Task directions: For this exercise, write out the whole listing below exactly, omitting its images.

:: Information provided

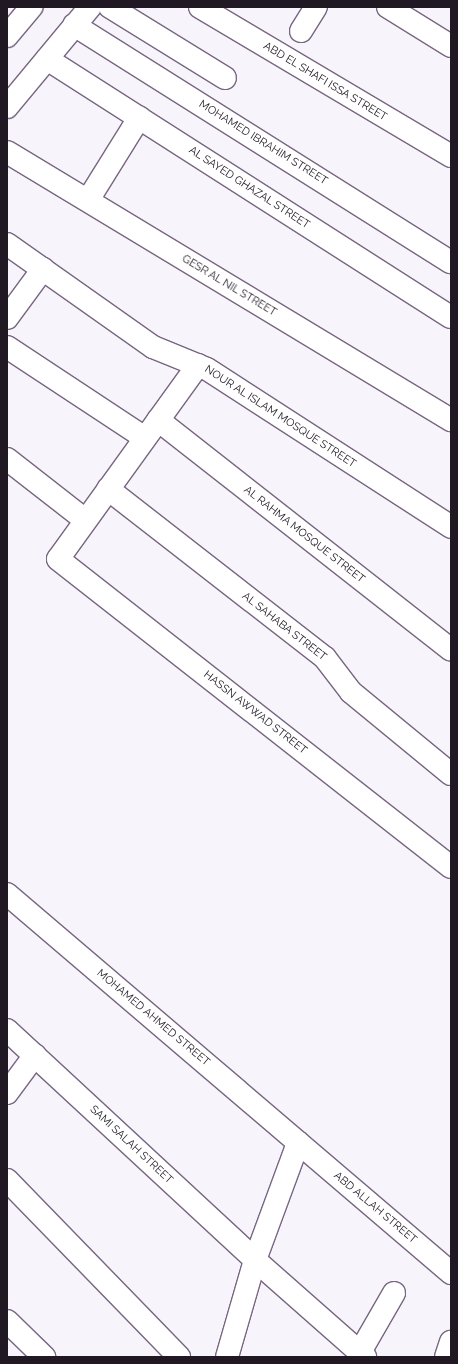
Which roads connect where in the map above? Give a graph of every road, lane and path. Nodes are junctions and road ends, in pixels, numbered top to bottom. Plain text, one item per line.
1 (31, 7) edge
2 (90, 7) edge
3 (110, 7) edge
4 (200, 7) edge
5 (316, 7) edge
6 (388, 7) edge
7 (74, 25) junction
8 (301, 31) dead end
9 (7, 36) edge
10 (451, 46) edge
11 (47, 59) junction
12 (226, 78) dead end
13 (7, 107) edge
14 (139, 118) junction
15 (7, 152) edge
16 (451, 156) edge
17 (88, 200) junction
18 (7, 244) edge
19 (451, 262) edge
20 (43, 269) junction
21 (451, 317) edge
22 (7, 318) edge
23 (7, 347) edge
24 (198, 365) junction
25 (158, 420) junction
26 (451, 420) edge
27 (145, 438) junction
28 (7, 459) edge
29 (108, 489) junction
30 (85, 520) junction
31 (451, 527) edge
32 (451, 650) edge
33 (451, 774) edge
34 (451, 867) edge
35 (7, 894) edge
36 (7, 1030) edge
37 (35, 1055) junction
38 (7, 1093) edge
39 (298, 1143) junction
40 (7, 1180) edge
41 (255, 1260) junction
42 (451, 1273) edge
43 (394, 1292) dead end
44 (7, 1321) edge
45 (451, 1342) edge
46 (363, 1355) edge
47 (44, 1357) edge
48 (180, 1357) edge
49 (227, 1357) edge
50 (446, 1357) edge

1 - 9 street
2 - 7 street
3 - 12 street
4 - 16 street, ABD EL SHAFI ISSA STREET
5 - 8 street
6 - 10 street
7 - 11 street
7 - 19 street, MOHAMED IBRAHIM STREET
11 - 13 street
11 - 14 street, AL SAYED GHAZAL STREET
14 - 17 street
14 - 21 street, AL SAYED GHAZAL STREET
15 - 17 street, GESR AL NIL STREET
17 - 26 street, GESR AL NIL STREET
18 - 20 street, NOUR AL ISLAM MOSQUE STREET
20 - 22 street
20 - 24 street, NOUR AL ISLAM MOSQUE STREET
23 - 27 street
24 - 25 street
24 - 31 street, NOUR AL ISLAM MOSQUE STREET
25 - 27 street
25 - 32 street, AL RAHMA MOSQUE STREET
27 - 29 street
28 - 30 street
29 - 30 street
29 - 33 street, AL SAHABA STREET
30 - 34 street, HASSN AWWAD STREET
35 - 39 street, MOHAMED AHMED STREET
36 - 37 street, SAMI SALAH STREET
37 - 38 street
37 - 41 street, SAMI SALAH STREET
39 - 41 street
39 - 42 street, ABD ALLAH STREET
40 - 48 street
41 - 46 street, SAMI SALAH STREET
41 - 49 street
43 - 46 street
44 - 47 street
45 - 50 street

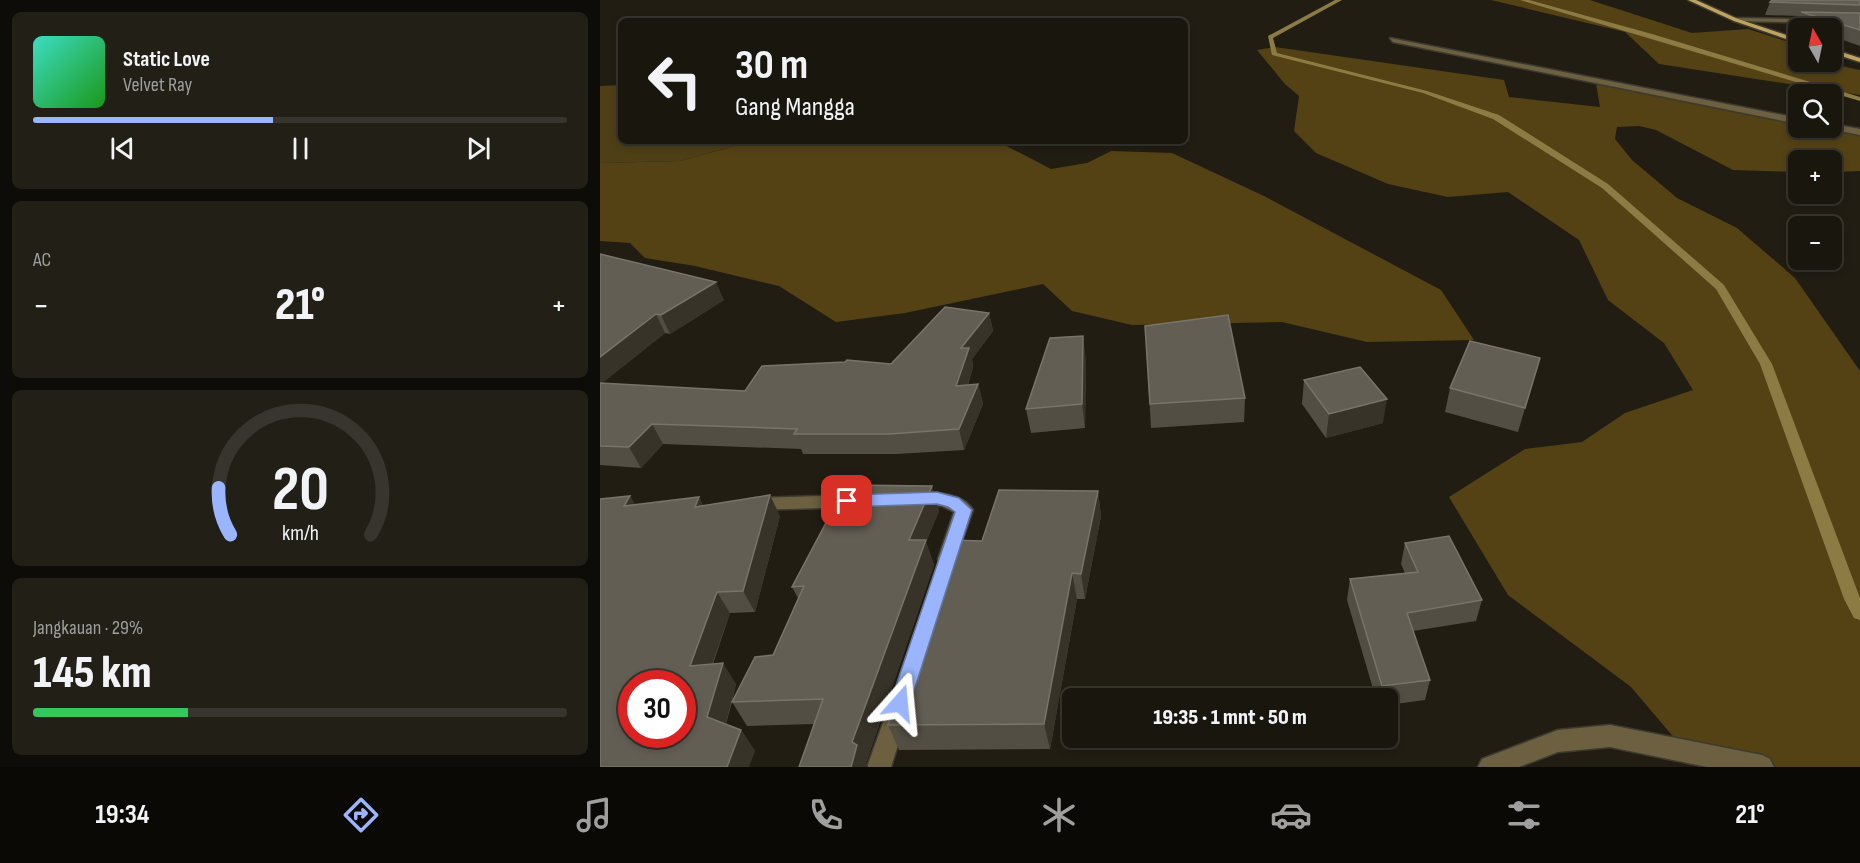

::::

Worked solution:
Which roads connect where in the map above? Give a graph of every road, lane and path. Nodes are junctions and road ends, in pixels, numbered top to bottom. Plain text, one item per line.
1 (31, 7) edge
2 (90, 7) edge
3 (110, 7) edge
4 (200, 7) edge
5 (316, 7) edge
6 (388, 7) edge
7 (74, 25) junction
8 (301, 31) dead end
9 (7, 36) edge
10 (451, 46) edge
11 (47, 59) junction
12 (226, 78) dead end
13 (7, 107) edge
14 (139, 118) junction
15 (7, 152) edge
16 (451, 156) edge
17 (88, 200) junction
18 (7, 244) edge
19 (451, 262) edge
20 (43, 269) junction
21 (451, 317) edge
22 (7, 318) edge
23 (7, 347) edge
24 (198, 365) junction
25 (158, 420) junction
26 (451, 420) edge
27 (145, 438) junction
28 (7, 459) edge
29 (108, 489) junction
30 (85, 520) junction
31 (451, 527) edge
32 (451, 650) edge
33 (451, 774) edge
34 (451, 867) edge
35 (7, 894) edge
36 (7, 1030) edge
37 (35, 1055) junction
38 (7, 1093) edge
39 (298, 1143) junction
40 (7, 1180) edge
41 (255, 1260) junction
42 (451, 1273) edge
43 (394, 1292) dead end
44 (7, 1321) edge
45 (451, 1342) edge
46 (363, 1355) edge
47 (44, 1357) edge
48 (180, 1357) edge
49 (227, 1357) edge
50 (446, 1357) edge

1 - 9 street
2 - 7 street
3 - 12 street
4 - 16 street, ABD EL SHAFI ISSA STREET
5 - 8 street
6 - 10 street
7 - 11 street
7 - 19 street, MOHAMED IBRAHIM STREET
11 - 13 street
11 - 14 street, AL SAYED GHAZAL STREET
14 - 17 street
14 - 21 street, AL SAYED GHAZAL STREET
15 - 17 street, GESR AL NIL STREET
17 - 26 street, GESR AL NIL STREET
18 - 20 street, NOUR AL ISLAM MOSQUE STREET
20 - 22 street
20 - 24 street, NOUR AL ISLAM MOSQUE STREET
23 - 27 street
24 - 25 street
24 - 31 street, NOUR AL ISLAM MOSQUE STREET
25 - 27 street
25 - 32 street, AL RAHMA MOSQUE STREET
27 - 29 street
28 - 30 street
29 - 30 street
29 - 33 street, AL SAHABA STREET
30 - 34 street, HASSN AWWAD STREET
35 - 39 street, MOHAMED AHMED STREET
36 - 37 street, SAMI SALAH STREET
37 - 38 street
37 - 41 street, SAMI SALAH STREET
39 - 41 street
39 - 42 street, ABD ALLAH STREET
40 - 48 street
41 - 46 street, SAMI SALAH STREET
41 - 49 street
43 - 46 street
44 - 47 street
45 - 50 street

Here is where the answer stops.